=== Problem requirements ===
Below are entries to reproduce exactly, apart from their pictures.

=== Material provided ===
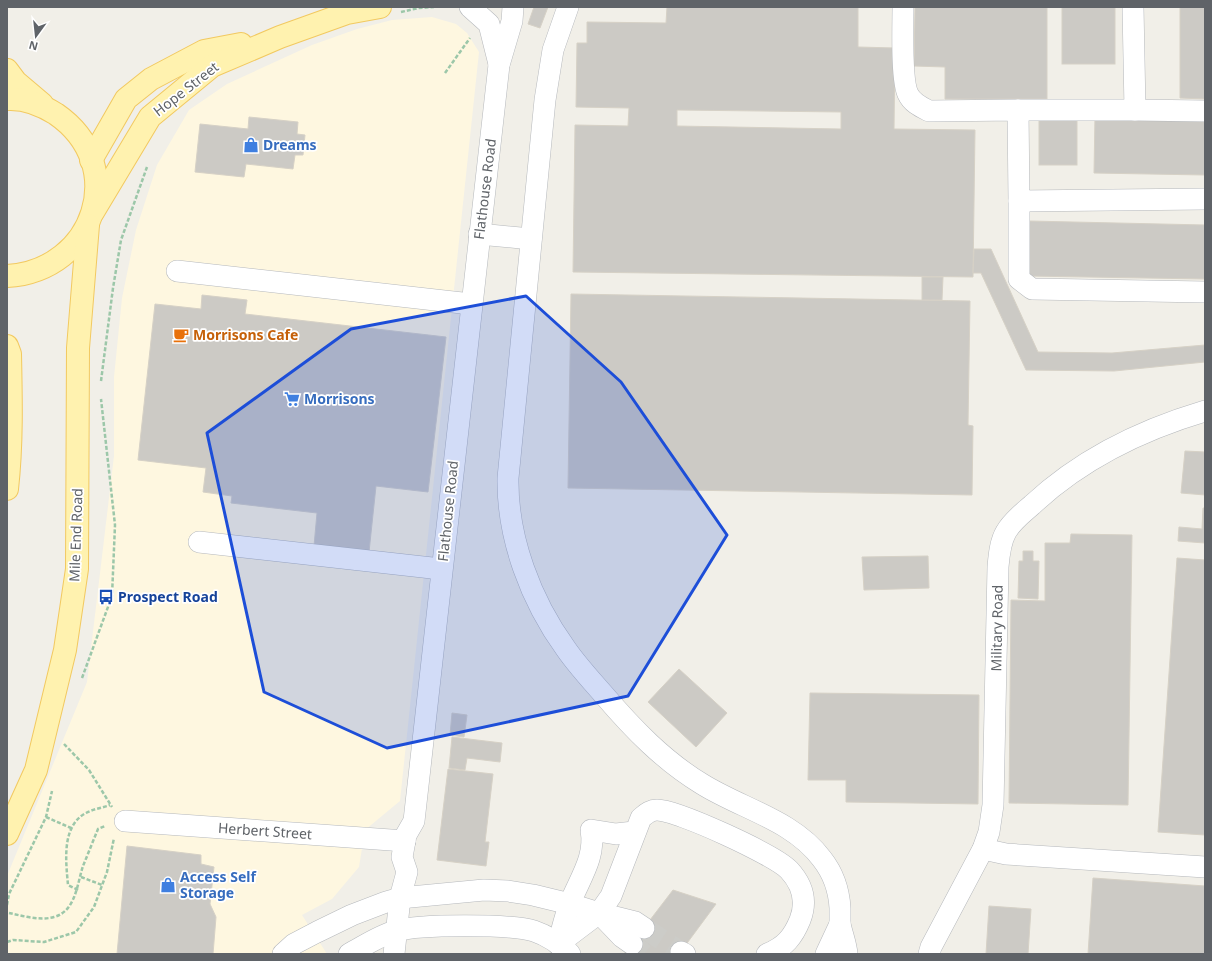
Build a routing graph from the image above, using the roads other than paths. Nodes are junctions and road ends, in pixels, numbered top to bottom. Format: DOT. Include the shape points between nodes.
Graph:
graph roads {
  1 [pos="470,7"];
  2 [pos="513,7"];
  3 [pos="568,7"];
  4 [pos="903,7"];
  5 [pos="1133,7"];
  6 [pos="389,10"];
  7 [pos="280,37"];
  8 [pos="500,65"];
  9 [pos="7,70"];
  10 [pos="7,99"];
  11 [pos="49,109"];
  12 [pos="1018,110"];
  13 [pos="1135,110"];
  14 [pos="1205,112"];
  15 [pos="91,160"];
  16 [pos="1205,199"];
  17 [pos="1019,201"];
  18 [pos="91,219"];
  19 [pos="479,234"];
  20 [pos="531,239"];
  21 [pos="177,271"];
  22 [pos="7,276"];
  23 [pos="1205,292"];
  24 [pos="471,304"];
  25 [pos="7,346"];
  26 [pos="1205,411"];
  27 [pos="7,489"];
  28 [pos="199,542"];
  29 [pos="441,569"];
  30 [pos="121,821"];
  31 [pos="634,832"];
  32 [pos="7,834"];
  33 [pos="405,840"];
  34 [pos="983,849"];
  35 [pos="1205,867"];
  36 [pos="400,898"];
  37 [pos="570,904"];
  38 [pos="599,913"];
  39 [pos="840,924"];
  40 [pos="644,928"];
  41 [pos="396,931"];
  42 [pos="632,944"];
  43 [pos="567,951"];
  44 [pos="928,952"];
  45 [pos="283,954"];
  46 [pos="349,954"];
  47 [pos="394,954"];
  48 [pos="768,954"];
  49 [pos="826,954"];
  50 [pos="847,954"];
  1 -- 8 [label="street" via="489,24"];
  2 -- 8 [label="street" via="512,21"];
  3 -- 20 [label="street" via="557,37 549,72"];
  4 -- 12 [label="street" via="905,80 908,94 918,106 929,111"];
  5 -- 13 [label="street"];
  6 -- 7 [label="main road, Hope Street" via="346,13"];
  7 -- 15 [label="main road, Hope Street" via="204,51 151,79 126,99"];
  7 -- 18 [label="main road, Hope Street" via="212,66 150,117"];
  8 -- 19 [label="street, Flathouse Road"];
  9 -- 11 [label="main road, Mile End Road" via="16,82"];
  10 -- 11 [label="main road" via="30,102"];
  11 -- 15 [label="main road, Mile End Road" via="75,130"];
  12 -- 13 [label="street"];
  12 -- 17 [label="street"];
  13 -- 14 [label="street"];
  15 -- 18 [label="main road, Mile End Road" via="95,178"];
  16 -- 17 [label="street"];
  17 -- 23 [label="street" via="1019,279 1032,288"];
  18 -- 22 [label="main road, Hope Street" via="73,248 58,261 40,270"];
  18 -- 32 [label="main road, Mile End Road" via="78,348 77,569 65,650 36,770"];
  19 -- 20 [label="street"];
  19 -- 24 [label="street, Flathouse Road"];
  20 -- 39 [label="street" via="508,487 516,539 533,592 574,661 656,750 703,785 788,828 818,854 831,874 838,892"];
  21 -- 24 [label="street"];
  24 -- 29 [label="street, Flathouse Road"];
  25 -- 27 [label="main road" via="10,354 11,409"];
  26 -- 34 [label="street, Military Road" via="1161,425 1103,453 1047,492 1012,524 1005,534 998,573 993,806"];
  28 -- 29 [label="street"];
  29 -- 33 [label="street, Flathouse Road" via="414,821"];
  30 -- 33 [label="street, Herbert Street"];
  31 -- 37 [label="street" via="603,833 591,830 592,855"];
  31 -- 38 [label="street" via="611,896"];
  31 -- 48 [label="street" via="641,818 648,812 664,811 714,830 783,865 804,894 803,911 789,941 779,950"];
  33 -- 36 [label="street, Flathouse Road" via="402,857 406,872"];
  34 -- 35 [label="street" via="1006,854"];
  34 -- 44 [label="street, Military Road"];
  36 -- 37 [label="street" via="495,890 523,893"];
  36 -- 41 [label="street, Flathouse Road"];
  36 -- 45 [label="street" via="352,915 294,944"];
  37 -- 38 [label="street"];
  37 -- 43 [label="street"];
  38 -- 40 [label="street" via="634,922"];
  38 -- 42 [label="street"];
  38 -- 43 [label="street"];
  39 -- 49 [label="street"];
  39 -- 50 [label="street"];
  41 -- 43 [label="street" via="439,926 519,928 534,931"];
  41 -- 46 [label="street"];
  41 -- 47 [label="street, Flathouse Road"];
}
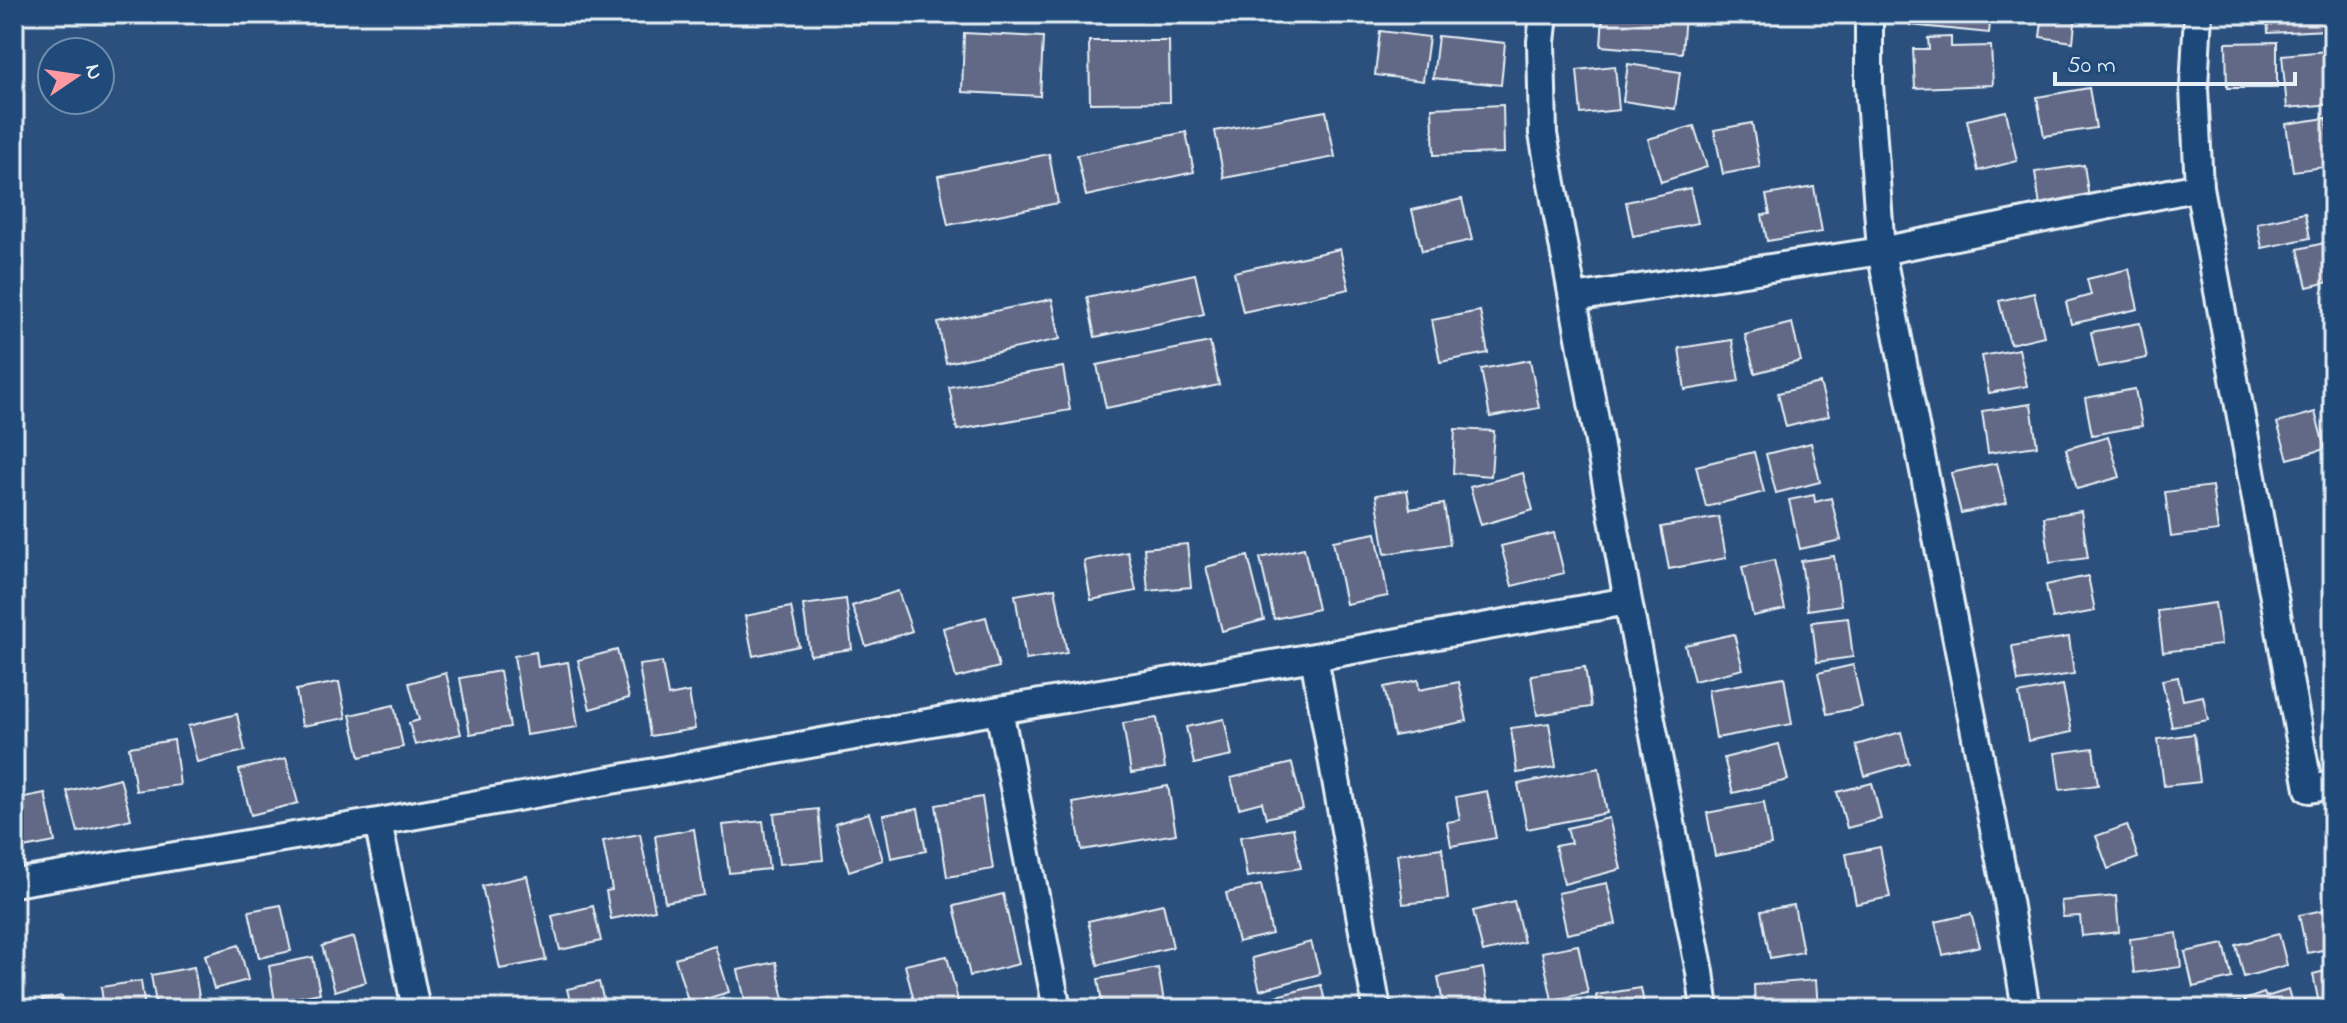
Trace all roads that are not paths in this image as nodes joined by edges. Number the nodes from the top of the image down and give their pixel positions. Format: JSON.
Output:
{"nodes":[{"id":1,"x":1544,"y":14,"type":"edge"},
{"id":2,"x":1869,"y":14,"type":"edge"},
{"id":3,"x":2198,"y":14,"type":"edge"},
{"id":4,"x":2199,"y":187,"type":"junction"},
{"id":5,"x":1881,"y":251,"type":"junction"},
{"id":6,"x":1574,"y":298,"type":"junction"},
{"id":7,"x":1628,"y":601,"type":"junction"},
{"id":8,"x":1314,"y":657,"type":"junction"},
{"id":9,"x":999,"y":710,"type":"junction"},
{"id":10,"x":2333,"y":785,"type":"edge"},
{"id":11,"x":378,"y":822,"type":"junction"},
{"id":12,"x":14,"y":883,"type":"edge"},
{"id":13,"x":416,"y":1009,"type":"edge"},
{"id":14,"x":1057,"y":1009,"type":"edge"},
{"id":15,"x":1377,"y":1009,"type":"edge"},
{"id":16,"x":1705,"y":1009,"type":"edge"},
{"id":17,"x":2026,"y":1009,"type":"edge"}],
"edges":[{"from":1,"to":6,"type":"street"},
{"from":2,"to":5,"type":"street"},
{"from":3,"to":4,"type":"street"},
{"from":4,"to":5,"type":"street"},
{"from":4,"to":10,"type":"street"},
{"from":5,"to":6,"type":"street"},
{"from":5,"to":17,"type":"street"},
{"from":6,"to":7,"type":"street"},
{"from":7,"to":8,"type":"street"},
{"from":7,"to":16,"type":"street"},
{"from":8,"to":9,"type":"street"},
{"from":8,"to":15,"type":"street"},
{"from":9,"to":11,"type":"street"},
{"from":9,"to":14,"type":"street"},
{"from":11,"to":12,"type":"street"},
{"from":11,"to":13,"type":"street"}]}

=== Answer to this task ===
Build a routing graph from the image above, using the roads other than paths. Nodes are junctions and road ends, in pixels, numbered top to bottom. Format: DOT. Include the shape points between nodes.
Graph:
graph roads {
  1 [pos="470,7"];
  2 [pos="513,7"];
  3 [pos="568,7"];
  4 [pos="903,7"];
  5 [pos="1133,7"];
  6 [pos="389,10"];
  7 [pos="280,37"];
  8 [pos="500,65"];
  9 [pos="7,70"];
  10 [pos="7,99"];
  11 [pos="49,109"];
  12 [pos="1018,110"];
  13 [pos="1135,110"];
  14 [pos="1205,112"];
  15 [pos="91,160"];
  16 [pos="1205,199"];
  17 [pos="1019,201"];
  18 [pos="91,219"];
  19 [pos="479,234"];
  20 [pos="531,239"];
  21 [pos="177,271"];
  22 [pos="7,276"];
  23 [pos="1205,292"];
  24 [pos="471,304"];
  25 [pos="7,346"];
  26 [pos="1205,411"];
  27 [pos="7,489"];
  28 [pos="199,542"];
  29 [pos="441,569"];
  30 [pos="121,821"];
  31 [pos="634,832"];
  32 [pos="7,834"];
  33 [pos="405,840"];
  34 [pos="983,849"];
  35 [pos="1205,867"];
  36 [pos="400,898"];
  37 [pos="570,904"];
  38 [pos="599,913"];
  39 [pos="840,924"];
  40 [pos="644,928"];
  41 [pos="396,931"];
  42 [pos="632,944"];
  43 [pos="567,951"];
  44 [pos="928,952"];
  45 [pos="283,954"];
  46 [pos="349,954"];
  47 [pos="394,954"];
  48 [pos="768,954"];
  49 [pos="826,954"];
  50 [pos="847,954"];
  1 -- 8 [label="street" via="489,24"];
  2 -- 8 [label="street" via="512,21"];
  3 -- 20 [label="street" via="557,37 549,72"];
  4 -- 12 [label="street" via="905,80 908,94 918,106 929,111"];
  5 -- 13 [label="street"];
  6 -- 7 [label="main road, Hope Street" via="346,13"];
  7 -- 15 [label="main road, Hope Street" via="204,51 151,79 126,99"];
  7 -- 18 [label="main road, Hope Street" via="212,66 150,117"];
  8 -- 19 [label="street, Flathouse Road"];
  9 -- 11 [label="main road, Mile End Road" via="16,82"];
  10 -- 11 [label="main road" via="30,102"];
  11 -- 15 [label="main road, Mile End Road" via="75,130"];
  12 -- 13 [label="street"];
  12 -- 17 [label="street"];
  13 -- 14 [label="street"];
  15 -- 18 [label="main road, Mile End Road" via="95,178"];
  16 -- 17 [label="street"];
  17 -- 23 [label="street" via="1019,279 1032,288"];
  18 -- 22 [label="main road, Hope Street" via="73,248 58,261 40,270"];
  18 -- 32 [label="main road, Mile End Road" via="78,348 77,569 65,650 36,770"];
  19 -- 20 [label="street"];
  19 -- 24 [label="street, Flathouse Road"];
  20 -- 39 [label="street" via="508,487 516,539 533,592 574,661 656,750 703,785 788,828 818,854 831,874 838,892"];
  21 -- 24 [label="street"];
  24 -- 29 [label="street, Flathouse Road"];
  25 -- 27 [label="main road" via="10,354 11,409"];
  26 -- 34 [label="street, Military Road" via="1161,425 1103,453 1047,492 1012,524 1005,534 998,573 993,806"];
  28 -- 29 [label="street"];
  29 -- 33 [label="street, Flathouse Road" via="414,821"];
  30 -- 33 [label="street, Herbert Street"];
  31 -- 37 [label="street" via="603,833 591,830 592,855"];
  31 -- 38 [label="street" via="611,896"];
  31 -- 48 [label="street" via="641,818 648,812 664,811 714,830 783,865 804,894 803,911 789,941 779,950"];
  33 -- 36 [label="street, Flathouse Road" via="402,857 406,872"];
  34 -- 35 [label="street" via="1006,854"];
  34 -- 44 [label="street, Military Road"];
  36 -- 37 [label="street" via="495,890 523,893"];
  36 -- 41 [label="street, Flathouse Road"];
  36 -- 45 [label="street" via="352,915 294,944"];
  37 -- 38 [label="street"];
  37 -- 43 [label="street"];
  38 -- 40 [label="street" via="634,922"];
  38 -- 42 [label="street"];
  38 -- 43 [label="street"];
  39 -- 49 [label="street"];
  39 -- 50 [label="street"];
  41 -- 43 [label="street" via="439,926 519,928 534,931"];
  41 -- 46 [label="street"];
  41 -- 47 [label="street, Flathouse Road"];
}
Trace all roads that are not paths in this image as nodes joined by edges. Number the nodes from the top of the image down and give their pixel positions. Format: JSON.
Output:
{"nodes":[{"id":1,"x":1544,"y":14,"type":"edge"},
{"id":2,"x":1869,"y":14,"type":"edge"},
{"id":3,"x":2198,"y":14,"type":"edge"},
{"id":4,"x":2199,"y":187,"type":"junction"},
{"id":5,"x":1881,"y":251,"type":"junction"},
{"id":6,"x":1574,"y":298,"type":"junction"},
{"id":7,"x":1628,"y":601,"type":"junction"},
{"id":8,"x":1314,"y":657,"type":"junction"},
{"id":9,"x":999,"y":710,"type":"junction"},
{"id":10,"x":2333,"y":785,"type":"edge"},
{"id":11,"x":378,"y":822,"type":"junction"},
{"id":12,"x":14,"y":883,"type":"edge"},
{"id":13,"x":416,"y":1009,"type":"edge"},
{"id":14,"x":1057,"y":1009,"type":"edge"},
{"id":15,"x":1377,"y":1009,"type":"edge"},
{"id":16,"x":1705,"y":1009,"type":"edge"},
{"id":17,"x":2026,"y":1009,"type":"edge"}],
"edges":[{"from":1,"to":6,"type":"street"},
{"from":2,"to":5,"type":"street"},
{"from":3,"to":4,"type":"street"},
{"from":4,"to":5,"type":"street"},
{"from":4,"to":10,"type":"street"},
{"from":5,"to":6,"type":"street"},
{"from":5,"to":17,"type":"street"},
{"from":6,"to":7,"type":"street"},
{"from":7,"to":8,"type":"street"},
{"from":7,"to":16,"type":"street"},
{"from":8,"to":9,"type":"street"},
{"from":8,"to":15,"type":"street"},
{"from":9,"to":11,"type":"street"},
{"from":9,"to":14,"type":"street"},
{"from":11,"to":12,"type":"street"},
{"from":11,"to":13,"type":"street"}]}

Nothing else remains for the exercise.